On a February night in L.A., SCI-Arc, the city's uberhip architecture school, is a mob scene of an opening. Architect Patrick Tighe has taken over a gallery — or rather, a parabola-shaped room he designed in collaboration with composer Ken Ueno.

Its undulating, 20-foot-high, teepee-like envelope was formed from liquid foam that hardened as it expanded. Although the installation seems unfettered by practicality, the project is a laboratory for real-world building. In it, Tighe combines breakthroughs in robotic fabrication, computer-generated space and construction materials. Currently, he's trying to gain L.A. city approval to use the foam for housing.

These types of innovations, enmeshed in his architecture, have earned acclaim for Tighe, who at 44 is young for his field. He used computer programming to create a gleaming plastic wall that undulates and appears to curve endlessly in upon itself, unspooling through an editing company's interior, while a fiberglass lattice is the focal point of a courtyard for an affordable-housing project.

Already he's won a slew of prestigious honors on the national and international stage. But, if you're looking for starchitect tendencies, you won't find them in Tighe. In person, he is polite, gracious and so humble that last year, when a local organization phoned him to announce he'd won an award, he called back to make sure he'd heard correctly.

In fact, at one time, Tighe didn't think there was room for him in his chosen field. The colonial brick buildings in Boston, where he grew up, were nothing like his vision.

“It wasn't till I was in college that I saw that I could be an architect,” he recalls of being exposed to California's progressive designers. Maverick practitioner “Thom Mayne's work was a mind-blower. I knew that I wanted to come to California at that point. Little did I know that I would end up working for him for seven years.”

Tighe launched his own firm in 2001. But for all its forward-leaning technology, angular shapes and sleek creations, like Tighe, the work is not about drawing attention to itself.

“It's more about the experience of being in the space, how the space affects you, as opposed to having a beautiful icon or object as space. Not that it doesn't matter what it looks like — the aesthetics always has a role — but equally as important, or sometimes even more important, is the feeling that you get from being in a certain space at a certain time.”

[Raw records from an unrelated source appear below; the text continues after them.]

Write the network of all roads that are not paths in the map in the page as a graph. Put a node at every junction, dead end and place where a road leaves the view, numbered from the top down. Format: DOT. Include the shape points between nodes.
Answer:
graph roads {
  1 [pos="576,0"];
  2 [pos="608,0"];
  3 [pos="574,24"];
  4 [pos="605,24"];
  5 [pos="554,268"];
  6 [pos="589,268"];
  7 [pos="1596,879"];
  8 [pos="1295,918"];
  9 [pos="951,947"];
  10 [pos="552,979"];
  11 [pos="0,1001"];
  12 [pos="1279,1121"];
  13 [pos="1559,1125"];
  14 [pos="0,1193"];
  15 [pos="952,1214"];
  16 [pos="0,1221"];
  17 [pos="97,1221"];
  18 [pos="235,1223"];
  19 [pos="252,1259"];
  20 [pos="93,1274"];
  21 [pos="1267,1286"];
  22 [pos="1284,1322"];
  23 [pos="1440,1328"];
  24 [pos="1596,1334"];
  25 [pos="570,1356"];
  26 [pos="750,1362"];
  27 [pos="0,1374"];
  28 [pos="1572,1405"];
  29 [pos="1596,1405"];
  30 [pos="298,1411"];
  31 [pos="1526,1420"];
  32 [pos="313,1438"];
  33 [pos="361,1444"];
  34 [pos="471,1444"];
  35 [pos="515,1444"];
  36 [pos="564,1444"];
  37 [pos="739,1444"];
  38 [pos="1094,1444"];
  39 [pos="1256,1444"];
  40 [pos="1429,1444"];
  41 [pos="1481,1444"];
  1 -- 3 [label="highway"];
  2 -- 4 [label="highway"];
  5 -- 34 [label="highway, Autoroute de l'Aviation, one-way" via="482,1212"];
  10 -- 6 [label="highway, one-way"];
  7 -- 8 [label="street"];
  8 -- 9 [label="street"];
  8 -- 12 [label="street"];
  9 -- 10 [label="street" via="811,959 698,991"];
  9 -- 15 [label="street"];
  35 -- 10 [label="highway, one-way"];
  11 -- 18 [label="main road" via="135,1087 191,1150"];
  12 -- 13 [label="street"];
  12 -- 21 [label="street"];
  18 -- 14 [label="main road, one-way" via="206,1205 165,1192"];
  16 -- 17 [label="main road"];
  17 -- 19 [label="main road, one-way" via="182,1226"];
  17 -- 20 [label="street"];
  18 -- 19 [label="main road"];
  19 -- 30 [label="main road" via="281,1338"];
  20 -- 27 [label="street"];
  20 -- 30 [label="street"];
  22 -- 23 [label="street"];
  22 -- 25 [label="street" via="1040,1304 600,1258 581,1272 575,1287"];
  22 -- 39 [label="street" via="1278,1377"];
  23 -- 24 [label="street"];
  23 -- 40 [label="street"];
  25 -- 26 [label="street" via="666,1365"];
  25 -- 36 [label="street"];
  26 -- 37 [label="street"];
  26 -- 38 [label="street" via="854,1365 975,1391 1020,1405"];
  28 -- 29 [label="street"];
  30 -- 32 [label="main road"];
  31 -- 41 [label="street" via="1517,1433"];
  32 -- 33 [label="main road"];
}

Which is why on a February night at SCI-Arc, the place to be is not standing by Tighe but inside the parabola, where technology merges into place. Extrusions of foam, left in its raw state, contrast with smooth sets of mesmerizing waves that ripple through the wall.

The project took eight months, spanning a time in which Tighe's father died. During one two-week period, the architect practically camped out at SCI-Arc. Tonight, he is swarmed by well-wishers. But the next morning Tighe will be on the phone, thanking people for coming.